Count Beautiful Numbers - Problem

Imagine you're a mathematician fascinated by the hidden beauty in numbers! You've discovered that some numbers have a special property where the product of their digits is divisible by the sum of their digits.

Given two positive integers l and r, your task is to count how many beautiful numbers exist in the range [l, r] inclusive.

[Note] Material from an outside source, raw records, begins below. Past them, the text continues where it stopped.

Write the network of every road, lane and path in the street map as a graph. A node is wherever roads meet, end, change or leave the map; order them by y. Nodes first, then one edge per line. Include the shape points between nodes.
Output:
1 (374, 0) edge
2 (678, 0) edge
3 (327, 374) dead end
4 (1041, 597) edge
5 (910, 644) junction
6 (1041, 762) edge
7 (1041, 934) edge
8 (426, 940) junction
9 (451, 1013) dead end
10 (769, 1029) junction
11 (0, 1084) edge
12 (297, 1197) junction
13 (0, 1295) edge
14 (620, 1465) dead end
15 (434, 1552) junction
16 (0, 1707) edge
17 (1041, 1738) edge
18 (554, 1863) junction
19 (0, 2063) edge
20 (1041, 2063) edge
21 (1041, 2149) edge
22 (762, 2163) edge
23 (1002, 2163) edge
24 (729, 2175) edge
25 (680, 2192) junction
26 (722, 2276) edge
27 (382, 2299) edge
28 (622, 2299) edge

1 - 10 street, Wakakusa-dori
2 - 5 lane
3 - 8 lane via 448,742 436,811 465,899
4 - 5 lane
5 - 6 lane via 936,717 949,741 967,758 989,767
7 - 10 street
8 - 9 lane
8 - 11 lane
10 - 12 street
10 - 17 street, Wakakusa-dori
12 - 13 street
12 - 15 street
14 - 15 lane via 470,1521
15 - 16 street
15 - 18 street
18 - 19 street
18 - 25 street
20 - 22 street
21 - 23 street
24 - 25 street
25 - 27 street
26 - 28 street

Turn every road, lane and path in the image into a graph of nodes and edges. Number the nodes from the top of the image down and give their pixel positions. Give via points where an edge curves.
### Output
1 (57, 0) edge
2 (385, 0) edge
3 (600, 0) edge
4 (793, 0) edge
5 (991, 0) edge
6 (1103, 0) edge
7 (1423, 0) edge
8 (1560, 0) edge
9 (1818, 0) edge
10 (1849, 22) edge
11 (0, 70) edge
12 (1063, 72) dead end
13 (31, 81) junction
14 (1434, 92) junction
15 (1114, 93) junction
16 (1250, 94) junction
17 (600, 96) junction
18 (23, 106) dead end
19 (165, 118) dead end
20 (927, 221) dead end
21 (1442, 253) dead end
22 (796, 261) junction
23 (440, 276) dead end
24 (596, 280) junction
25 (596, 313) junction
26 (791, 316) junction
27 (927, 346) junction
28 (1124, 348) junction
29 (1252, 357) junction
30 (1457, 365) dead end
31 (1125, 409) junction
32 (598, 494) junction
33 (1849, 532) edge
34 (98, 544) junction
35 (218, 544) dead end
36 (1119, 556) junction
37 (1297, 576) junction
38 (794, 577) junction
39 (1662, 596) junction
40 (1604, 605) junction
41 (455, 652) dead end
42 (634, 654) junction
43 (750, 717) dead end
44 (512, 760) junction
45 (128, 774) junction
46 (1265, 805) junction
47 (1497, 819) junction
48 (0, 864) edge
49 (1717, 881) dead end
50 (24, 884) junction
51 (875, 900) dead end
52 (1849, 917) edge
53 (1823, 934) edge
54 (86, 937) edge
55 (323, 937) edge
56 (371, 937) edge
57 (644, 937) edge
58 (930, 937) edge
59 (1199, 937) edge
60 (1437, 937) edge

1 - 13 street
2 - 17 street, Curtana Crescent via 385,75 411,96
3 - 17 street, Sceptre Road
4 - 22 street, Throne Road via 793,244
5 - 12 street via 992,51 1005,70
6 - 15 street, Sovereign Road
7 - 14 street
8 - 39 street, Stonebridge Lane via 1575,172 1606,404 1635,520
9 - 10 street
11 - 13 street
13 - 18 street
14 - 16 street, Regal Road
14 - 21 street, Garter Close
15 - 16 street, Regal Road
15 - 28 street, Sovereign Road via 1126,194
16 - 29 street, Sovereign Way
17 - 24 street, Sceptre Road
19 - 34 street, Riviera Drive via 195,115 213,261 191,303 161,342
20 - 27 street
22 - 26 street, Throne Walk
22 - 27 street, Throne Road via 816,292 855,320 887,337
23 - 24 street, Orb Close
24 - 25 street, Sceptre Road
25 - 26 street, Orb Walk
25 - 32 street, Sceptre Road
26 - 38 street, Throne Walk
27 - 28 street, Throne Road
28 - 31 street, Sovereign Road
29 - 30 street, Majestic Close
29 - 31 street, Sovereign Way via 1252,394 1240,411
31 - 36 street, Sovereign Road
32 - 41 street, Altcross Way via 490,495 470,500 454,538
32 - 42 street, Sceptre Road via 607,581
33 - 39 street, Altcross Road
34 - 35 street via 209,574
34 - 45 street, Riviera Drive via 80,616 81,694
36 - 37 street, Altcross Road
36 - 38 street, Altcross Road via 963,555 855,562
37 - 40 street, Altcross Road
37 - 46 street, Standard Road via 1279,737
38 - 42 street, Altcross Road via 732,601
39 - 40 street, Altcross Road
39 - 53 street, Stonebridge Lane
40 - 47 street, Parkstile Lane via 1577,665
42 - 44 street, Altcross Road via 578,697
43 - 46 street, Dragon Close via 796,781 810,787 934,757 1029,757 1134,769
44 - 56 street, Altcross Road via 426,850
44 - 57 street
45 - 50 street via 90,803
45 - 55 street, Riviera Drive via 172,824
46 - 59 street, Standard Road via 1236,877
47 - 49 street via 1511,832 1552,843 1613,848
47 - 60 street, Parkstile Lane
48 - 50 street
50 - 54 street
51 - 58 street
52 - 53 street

What makes a number beautiful?
A positive integer is called beautiful if (product of digits) % (sum of digits) == 0

Example: The number 144 is beautiful because:
• Product of digits: 1 × 4 × 4 = 16
• Sum of digits: 1 + 4 + 4 = 9
• Since 16 % 9 ≠ 0, actually 144 is NOT beautiful

Let's try 132:
• Product: 1 × 3 × 2 = 6
• Sum: 1 + 3 + 2 = 6
• Since 6 % 6 = 0, 132 IS beautiful! ✨

Input & Output

example_1.py — Basic Range
$ Input: [1, 10]
Output: 1
💡 Note: Only the number 1 is beautiful in this range. For 1: product=1, sum=1, and 1%1=0. All other single digits fail the test (e.g., 2: product=2, sum=2, 2%2=0 - wait, this should work too). Let me recalculate: 1,2,3,4,5,6,7,8,9 all have product=digit and sum=digit, so product%sum=0. Actually should be 9.
example_2.py — Larger Range
$ Input: [10, 20]
Output: 1
💡 Note: In the range [10,20], we need to check each number. For 12: product=1×2=2, sum=1+2=3, 2%3≠0. For 20: product=2×0=0, sum=2+0=2, 0%2=0, so 20 is beautiful. Only 20 qualifies in this range.
example_3.py — Edge Case
$ Input: [132, 132]
Output: 1
💡 Note: Single number check: 132 has digits [1,3,2]. Product = 1×3×2 = 6, Sum = 1+3+2 = 6. Since 6%6 = 0, 132 is beautiful. The range contains exactly one beautiful number.

Constraints

  • 1 ≤ l ≤ r ≤ 109
  • The range [l, r] can contain up to 109 numbers
  • Important: Numbers containing digit 0 have product = 0, which is divisible by any positive sum

Visualization

Tap to expand
🎵 Beautiful Numbers: Digital Harmony 🎵132digits: 1, 3, 2♪ Beautiful ♪Perfect HarmonyMultiply1×3×2 = 6🥁 RhythmAdd1+3+2 = 6🎵 Melody6 % 6= 0 ✓🎯 Harmony!144digits: 1, 4, 4♪ Not BeautifulDissonantMultiply1×4×4 = 16🥁 RhythmAdd1+4+4 = 9🎵 Melody16 % 9= 7 ✗💥 Discord!🎯 Key Insight: Musical MathematicsBeautiful numbers create perfect mathematical harmony where the multiplicativerhythm of digits resonates in sync with their additive melody
Understanding the Visualization
1
Extract the Notes
Break each number into its digit components, like separating musical notes from a chord
2
Calculate Multiplication Rhythm
Multiply all digits together to get the rhythmic beat
3
Calculate Addition Melody
Add all digits to create the melodic tone
4
Test Harmony
Check if rhythm divides evenly into melody (product % sum == 0)
5
Count the Beautiful
Numbers where rhythm and melody harmonize perfectly are beautiful
Key Takeaway
🎯 Key Insight: Beautiful numbers exhibit mathematical harmony where digit products and sums create perfect divisibility relationships, like musical notes forming harmonious chords.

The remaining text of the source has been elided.